|
A British exit (“Brexit”) would impose immense economic costs on the EU’s Central and Eastern European (CEE) member states. Migratory restrictions would become tighter, and trade opportunities and foreign direct investment would plummet. But a victory by those who want the UK to stay in the EU could be even more costly for CEE countries, where it could strengthen illiberal politicians, shore-up rent-seeking alliances, and strip citizens of much of their say in key EU-level decisions. [...]
During the negotiations with EU leaders ahead of the referendum, British Prime Minister David Cameron obtained an opt-out clause in the case of a decision to move toward ever-closer union. Should he prevail in the referendum and convince voters to stay, it will send a dangerous signal to illiberal politicians in Eastern Europe. They will conclude that they can have it both ways, keeping the benefits of economic integration without losing their ability to infringe on their citizens’ rights or use EU financial transfers to build patron-client relations and reinforce their hold over the state.
Illiberal CEE nationalists like Hungarian Prime Minister Victor Orbán like to claim they are defending national sovereignty from bureaucrats in Brussels. Cameron’s initiative plays right into their hands, allowing Orbán and his allies in neighboring countries to declare anathema any move toward ever-closer union and the strengthening of federal authority and legitimacy.
The truth, however, is that CEE countries do not have much to lose in the way of sovereignty. Most of their productive and financial assets are owned by foreign companies, just as most of the rules governing their economies have been determined by the EU. As a condition of EU membership, CEE countries had to create institutions defending the integrity of the European market from domestic interference. And EU institutions and policies limit their governments’ ability to set financial, monetary, and economic policies.
As a result, CEE countries would be among the biggest winners of deeper integration, as it would give their citizens a stronger voice in the EU’s political process. At the moment, the EU is run by politicians who are not accountable to the entire union. British, German, or French representatives negotiating EU policies in Brussels compete for reelection only at home, giving them little incentive to consider the interests of people in peripheral economies. Nor are they likely to be interested in EU-level programs that could have long-term, Europe-wide benefits at the cost of short-term increases in contributions to the common budget.

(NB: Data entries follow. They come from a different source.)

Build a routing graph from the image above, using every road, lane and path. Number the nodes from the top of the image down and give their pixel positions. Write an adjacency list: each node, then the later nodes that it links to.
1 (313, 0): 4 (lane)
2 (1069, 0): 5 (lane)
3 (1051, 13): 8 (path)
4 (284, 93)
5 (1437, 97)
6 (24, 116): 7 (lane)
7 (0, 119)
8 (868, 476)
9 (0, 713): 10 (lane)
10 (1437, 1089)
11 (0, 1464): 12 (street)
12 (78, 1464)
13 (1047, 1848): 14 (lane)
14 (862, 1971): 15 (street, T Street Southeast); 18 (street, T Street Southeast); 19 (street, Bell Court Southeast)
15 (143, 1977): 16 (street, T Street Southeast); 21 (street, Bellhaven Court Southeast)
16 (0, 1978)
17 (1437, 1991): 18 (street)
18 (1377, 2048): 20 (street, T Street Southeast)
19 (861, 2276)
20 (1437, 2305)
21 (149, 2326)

As a result, Brussels can often seem to be the capital of the “Divided States of Europe,” dominated by member states that want access to the continental free market at the minimum possible cost. The EU spends a tiny 0.3% of its GDP on addressing the continent’s developmental disparities, and it runs a common market of 500 million people with an administration that is roughly one-quarter the size of the United States Department of Agriculture.
Oddly, the EU might benefit from a setback. If the UK chooses to stay under the conditions Cameron has negotiated, the result will be the strengthening of the anti-EU alliance between conservative liberals and illiberal nationalists. As much as it would harm Europe in the short term, Brexit would have the benefit of preventing such a roadblock to integration from being erected.
Moving toward political unification would alter the incentives of policymakers in Brussels and provide the EU with increased legitimacy.